Collagenase from Clostridium histolyticus has a wide range of applications in biological research, and it can be used to prepare isolated cell suspensions. The product is suitable for the depolymerization of human tumors, mouse kidneys, human adult and fetal brains, lungs and many other epithelial tissues. It has also been proved to be effective in the study of liver and kidney perfusion, pancreatic digestion, isolation of non-parenchymal rat hepatocytes and preparation of hepatocytes. Collagenase has been used to study the preparation of arterial tissue for advanced glycation end products. The enzyme has been tested to release hepatocytes at a concentration of about 1 mg/mL. The concentration used for digestion ranges from 0.1 to 5 mg/mL.

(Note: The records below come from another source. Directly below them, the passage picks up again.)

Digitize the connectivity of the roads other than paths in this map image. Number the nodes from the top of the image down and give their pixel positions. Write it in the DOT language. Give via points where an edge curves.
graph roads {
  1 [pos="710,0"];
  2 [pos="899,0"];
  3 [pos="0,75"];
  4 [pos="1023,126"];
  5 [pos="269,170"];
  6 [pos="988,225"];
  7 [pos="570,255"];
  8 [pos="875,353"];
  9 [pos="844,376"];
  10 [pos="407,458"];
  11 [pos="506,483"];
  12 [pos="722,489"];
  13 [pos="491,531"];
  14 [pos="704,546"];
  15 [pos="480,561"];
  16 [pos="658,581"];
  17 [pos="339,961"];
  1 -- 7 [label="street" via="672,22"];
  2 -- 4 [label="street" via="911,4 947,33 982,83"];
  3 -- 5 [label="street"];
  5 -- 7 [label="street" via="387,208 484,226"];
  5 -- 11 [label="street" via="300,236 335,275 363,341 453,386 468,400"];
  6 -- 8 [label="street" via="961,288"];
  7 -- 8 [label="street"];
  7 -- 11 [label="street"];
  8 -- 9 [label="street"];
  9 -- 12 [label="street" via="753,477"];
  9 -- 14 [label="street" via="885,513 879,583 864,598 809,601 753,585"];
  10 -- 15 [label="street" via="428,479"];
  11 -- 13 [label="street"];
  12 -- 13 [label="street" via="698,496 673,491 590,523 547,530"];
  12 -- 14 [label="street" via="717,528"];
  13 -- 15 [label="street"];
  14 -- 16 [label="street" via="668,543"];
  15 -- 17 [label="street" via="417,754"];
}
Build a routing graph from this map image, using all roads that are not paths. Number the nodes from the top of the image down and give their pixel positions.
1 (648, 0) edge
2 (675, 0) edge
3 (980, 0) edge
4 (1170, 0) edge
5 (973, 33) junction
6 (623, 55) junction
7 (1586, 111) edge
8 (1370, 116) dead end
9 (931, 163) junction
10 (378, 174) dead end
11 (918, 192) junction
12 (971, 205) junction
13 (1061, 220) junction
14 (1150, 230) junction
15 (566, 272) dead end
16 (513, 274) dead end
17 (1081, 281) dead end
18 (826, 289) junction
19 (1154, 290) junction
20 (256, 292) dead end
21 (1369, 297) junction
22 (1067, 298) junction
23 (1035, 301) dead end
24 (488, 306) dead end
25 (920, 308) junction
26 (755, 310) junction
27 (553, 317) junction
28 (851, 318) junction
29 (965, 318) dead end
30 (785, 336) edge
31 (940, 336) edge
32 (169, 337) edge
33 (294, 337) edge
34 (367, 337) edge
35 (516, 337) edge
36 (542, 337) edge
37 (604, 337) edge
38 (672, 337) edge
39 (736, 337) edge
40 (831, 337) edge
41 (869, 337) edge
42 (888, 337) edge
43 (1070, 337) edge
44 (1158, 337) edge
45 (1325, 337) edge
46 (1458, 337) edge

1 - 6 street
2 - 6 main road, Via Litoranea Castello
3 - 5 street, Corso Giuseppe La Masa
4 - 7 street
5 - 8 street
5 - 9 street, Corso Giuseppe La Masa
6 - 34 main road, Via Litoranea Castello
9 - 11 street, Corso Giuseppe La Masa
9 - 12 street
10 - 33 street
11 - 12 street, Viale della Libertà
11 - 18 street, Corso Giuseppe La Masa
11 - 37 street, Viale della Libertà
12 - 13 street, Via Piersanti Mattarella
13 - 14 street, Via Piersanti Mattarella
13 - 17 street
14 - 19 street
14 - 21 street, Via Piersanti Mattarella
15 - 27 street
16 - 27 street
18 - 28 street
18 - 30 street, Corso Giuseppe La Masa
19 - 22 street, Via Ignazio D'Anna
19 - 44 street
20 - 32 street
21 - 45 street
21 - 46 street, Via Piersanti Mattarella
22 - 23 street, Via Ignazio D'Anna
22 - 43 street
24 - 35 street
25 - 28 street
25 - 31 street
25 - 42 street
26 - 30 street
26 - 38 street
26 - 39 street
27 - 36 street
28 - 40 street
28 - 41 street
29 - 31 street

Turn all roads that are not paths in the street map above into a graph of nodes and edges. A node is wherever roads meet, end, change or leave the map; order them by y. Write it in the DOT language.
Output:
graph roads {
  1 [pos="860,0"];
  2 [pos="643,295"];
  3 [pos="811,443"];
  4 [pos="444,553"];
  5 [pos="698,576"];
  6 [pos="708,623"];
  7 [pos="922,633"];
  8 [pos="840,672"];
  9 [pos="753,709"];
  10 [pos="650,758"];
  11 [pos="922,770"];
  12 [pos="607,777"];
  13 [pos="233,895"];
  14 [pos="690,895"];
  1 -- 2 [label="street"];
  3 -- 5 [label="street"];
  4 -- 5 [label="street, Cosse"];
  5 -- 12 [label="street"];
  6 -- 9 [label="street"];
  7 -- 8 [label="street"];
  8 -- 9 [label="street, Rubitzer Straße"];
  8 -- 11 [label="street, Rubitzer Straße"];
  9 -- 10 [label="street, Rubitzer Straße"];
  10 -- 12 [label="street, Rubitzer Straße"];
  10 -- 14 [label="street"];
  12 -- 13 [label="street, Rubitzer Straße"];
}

Points for attention in preparation.
The product is equivalent to the initial 40% ammonium sulfate part Mandl, I., et al.,J. Clin.Invest., 32, 1323 (1953). The solution is usually prepared at 1-2 mg/mL in TESCA buffer (containing 50mM TES and 0.36mM calcium chloride, pH 7.4 at 37 ℃).

General description.
Collagenase is a protease that cleaves a triple helix protein called collagen. There are three types of tissue collagenases, all of which belong to the matrix metalloproteinases (MMP) family. Collagenase obtained from Clostridium histolyticus has very strong activity because it can digest collagen from both ends at temperatures as low as 4-10 ℃. The mixture of crude collagenase contains two main types of enzymes, namely collagenase and Clostridium protease.

Unit definition.
The amount of peptide released from bovine Achilles tendon collagen by a collagen digestion unit (CDU) is the same as that of 1.0 μ leucine at pH7.4,37 ℃ in the presence of calcium ions. A FALGPA hydrolysis unit hydrolyzes 1. 0 μ mole furyl acrylyl-Leu-Gly-Pro-Ala at 25 ℃ per minute. A neutral protease unit hydrolyzes casein to produce the same color as 1.0 μ mole tyrosine produced at pH7.5,37 ℃ every 5 hours. A Clostridium protease unit was hydrolyzed at pH7.6,25 ℃ in the presence of DTT at 1. 0 μ mole BAEE per minute.

Warning.
According to the information provided, the product can be stably stored for one year at-20 °C. There was no loss of FALGPA or protease activity at 37 ℃, 50 ℃ and-20 ℃ within 30 days. If the crude collagenase is sub-packaged (10mg / mL) and frozen at-20 ℃, the solution of crude collagenase can be stable. Further repeated freezing and thawing will damage the solution. The product can remain 100% active for more than 7 hours when placed on ice.